- Thousands of workers took part in the South African Federation of Trade Unions (Saftu) strike to protest the introduction of a new national minimum wage
- Numsa president Andrew Chirwa took a swipe at President Ramaphosa saying there was no new dawn and his administration was ‘the same wine in a different package’
- In addition to opposing the minimum wage, Saftu is also against amendments to the labour law which will make it harder for workers to strike
National Union of Metalworkers of South Africa (Numsa) president Andrew Chirwa took a swipe at President Cyril Ramaphosa during the strike action organised by the South African Federation of Trade Unions (Saftu) on Wednesday.
Addressing a crowd of supporters in Port Elizabeth, Chirwa said there was no new dawn. “The new dawn is R20 per hour, the new dawn is 15% VAT and the new dawn is that the right to strike will be taken away. Those who are confused about December, there is no new dawn. This is the same wine in different packaging,” he said.
Saftu and its affiliates embarked on nationwide strikes on Wednesday to protest the introduction of a national minimum wage of R20 per hour or roughly R3 500 per month. The federation is also unhappy with the proposed changes to the labour law which will make it much harder for workers to embark on legal strike action.
Briefly.co.za gathered that Chirwa did not pull any punches in his assessment of amendments to the labour law. He said the government was legalising poverty.

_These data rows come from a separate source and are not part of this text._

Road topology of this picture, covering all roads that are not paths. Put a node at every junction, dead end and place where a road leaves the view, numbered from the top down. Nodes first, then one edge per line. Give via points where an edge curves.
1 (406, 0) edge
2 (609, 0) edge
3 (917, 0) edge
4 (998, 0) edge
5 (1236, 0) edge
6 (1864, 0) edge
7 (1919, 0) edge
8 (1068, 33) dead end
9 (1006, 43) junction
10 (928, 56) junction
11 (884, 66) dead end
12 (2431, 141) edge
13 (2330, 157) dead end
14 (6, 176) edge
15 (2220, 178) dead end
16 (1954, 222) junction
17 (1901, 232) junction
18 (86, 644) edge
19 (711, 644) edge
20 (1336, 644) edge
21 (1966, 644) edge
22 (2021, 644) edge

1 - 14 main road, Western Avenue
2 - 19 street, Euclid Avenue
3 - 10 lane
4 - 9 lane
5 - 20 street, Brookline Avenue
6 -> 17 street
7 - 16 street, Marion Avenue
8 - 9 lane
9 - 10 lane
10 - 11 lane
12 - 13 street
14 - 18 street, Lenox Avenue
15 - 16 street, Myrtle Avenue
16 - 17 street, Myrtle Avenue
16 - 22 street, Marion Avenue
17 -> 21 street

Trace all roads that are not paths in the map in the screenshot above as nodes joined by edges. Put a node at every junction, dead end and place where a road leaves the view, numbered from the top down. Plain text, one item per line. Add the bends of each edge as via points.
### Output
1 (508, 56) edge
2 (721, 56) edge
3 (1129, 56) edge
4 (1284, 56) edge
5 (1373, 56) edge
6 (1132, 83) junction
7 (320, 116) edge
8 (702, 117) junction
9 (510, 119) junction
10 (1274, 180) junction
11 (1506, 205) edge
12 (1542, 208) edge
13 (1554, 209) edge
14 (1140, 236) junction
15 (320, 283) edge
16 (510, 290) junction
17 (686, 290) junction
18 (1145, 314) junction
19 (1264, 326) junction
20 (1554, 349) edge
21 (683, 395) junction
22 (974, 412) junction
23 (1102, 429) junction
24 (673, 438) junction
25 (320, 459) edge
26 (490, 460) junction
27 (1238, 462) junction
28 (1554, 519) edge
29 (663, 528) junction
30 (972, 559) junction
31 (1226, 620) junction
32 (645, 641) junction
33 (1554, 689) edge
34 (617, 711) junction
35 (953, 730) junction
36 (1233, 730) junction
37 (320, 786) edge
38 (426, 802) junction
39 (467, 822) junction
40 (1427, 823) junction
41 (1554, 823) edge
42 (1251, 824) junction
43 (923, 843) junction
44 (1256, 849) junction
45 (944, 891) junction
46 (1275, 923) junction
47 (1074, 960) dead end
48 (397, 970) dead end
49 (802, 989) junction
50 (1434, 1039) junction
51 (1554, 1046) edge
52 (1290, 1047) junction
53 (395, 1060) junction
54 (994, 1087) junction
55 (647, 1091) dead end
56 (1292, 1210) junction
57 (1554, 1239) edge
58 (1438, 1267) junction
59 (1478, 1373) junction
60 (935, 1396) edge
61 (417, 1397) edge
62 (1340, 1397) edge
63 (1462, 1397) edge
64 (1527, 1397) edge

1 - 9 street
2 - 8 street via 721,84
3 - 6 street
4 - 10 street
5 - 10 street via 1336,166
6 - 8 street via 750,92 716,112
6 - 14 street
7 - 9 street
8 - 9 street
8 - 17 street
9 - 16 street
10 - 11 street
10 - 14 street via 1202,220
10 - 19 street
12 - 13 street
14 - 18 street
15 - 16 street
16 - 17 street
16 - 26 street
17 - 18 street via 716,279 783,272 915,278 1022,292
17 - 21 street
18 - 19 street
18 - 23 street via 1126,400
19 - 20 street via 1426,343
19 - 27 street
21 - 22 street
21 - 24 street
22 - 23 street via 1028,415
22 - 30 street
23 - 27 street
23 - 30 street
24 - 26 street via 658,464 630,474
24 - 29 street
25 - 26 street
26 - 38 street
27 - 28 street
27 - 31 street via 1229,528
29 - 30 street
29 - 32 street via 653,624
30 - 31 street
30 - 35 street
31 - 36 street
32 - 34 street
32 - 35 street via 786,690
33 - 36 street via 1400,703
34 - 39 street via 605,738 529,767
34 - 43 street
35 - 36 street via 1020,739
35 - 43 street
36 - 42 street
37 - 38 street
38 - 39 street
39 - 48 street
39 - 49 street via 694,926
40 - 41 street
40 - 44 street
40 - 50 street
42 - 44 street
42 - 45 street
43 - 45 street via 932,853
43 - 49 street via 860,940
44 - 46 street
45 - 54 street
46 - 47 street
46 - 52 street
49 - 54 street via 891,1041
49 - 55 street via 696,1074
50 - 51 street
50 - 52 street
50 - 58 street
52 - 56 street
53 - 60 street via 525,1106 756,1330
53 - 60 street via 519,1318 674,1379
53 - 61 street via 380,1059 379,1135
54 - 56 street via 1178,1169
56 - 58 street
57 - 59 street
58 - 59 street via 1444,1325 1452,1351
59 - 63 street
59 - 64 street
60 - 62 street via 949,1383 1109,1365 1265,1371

Chirwa said: “De Klerk and Botha never did this, but our own black government decided to legalise poverty. They don’t understand the pain, they don’t know that you can’t do anything with a R20. They are deliberately ignoring an apartheid wage gap, white people earn better than black people.”
“Any collective bargaining without a right to strike is collective begging it’s not bargaining. We have no weapon against the bosses. We have no guns against the bosses, we have nothing except the power to withdraw our labour. When you take that power away you are making us vulnerable to the already ruthless bosses who are sitting in boardrooms plotting how to exploit us better and how to keep our wages as low as possible,” he added.
Chirwa said those who swam in wealth were the same people who decided that R20 per hour was enough for workers, this was yet another thinly veiled attack on Ramaphosa, who personally negotiated a large part of the minimum wage.
Saftu believes the Labour Law Amendments Bill is a frontal assault on the constitutionally guaranteed right to strike and to bargain collectively”.
The introduction of the Labour Law Amendments Bill, which includes the minimum wage was originally planned for 1 May 2018 but has been pushed back because of incomplete Parliamentary processes.